Monetary policy making — the management of interest rates to fulfill the objectives of price stability, maximum employment, and economic growth — is a lot like steering a large ship. Actions taken to change course lag. The ship doesn’t turn the moment the rudder moves, it takes time for the action to actually translate into movement. So in steering the monetary policy ship, policymakers need to make decisions well in advance of when they expect to see the impact of those decisions in the economy. For example, if the Fed wants to curb the aggressive financial gamesmanship rampant in the current low-rate environment, it will need to act months in advance of when it wants to see a change in market behavior.
In a speech delivered at University of Southern California, famous protestor of monetary policy accommodation Richard Fischer, chief of Federal Reserve Bank of Dallas, spoke about the risks emanating from maintaining a loose monetary policy — that is, of not turning the ship after maintaining the same heading for so long.
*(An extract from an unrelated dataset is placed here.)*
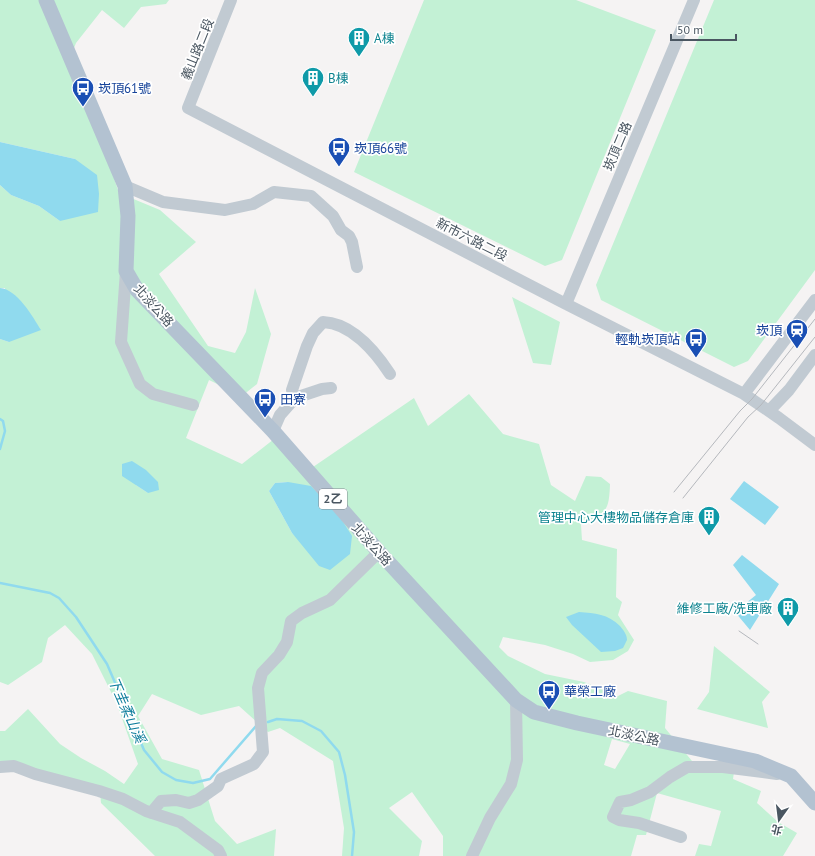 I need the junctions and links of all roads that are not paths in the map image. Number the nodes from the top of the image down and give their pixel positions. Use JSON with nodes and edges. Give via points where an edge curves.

“I believe we are at risk of doing what the Fed has too often done: overstaying our welcome by staying too loose too long,” Fischer said. “We did a good job in staving off the deflationary and depression risks that were present in the aftermath of the 2007 – 09 financial crisis. We now risk falling into the trap of fighting the last war rather than the present challenge. The economy is reaching our desired destination faster than we imagined.”
One of the biggest risks, Fischer pointed out, are yield hunters. These are investors and money managers who are out on the prowl, looking to maximize returns in a challenging investing environment. “When money is dirt cheap and ubiquitous, it is in the nature of financial operators to reach for yield,” Fischer said.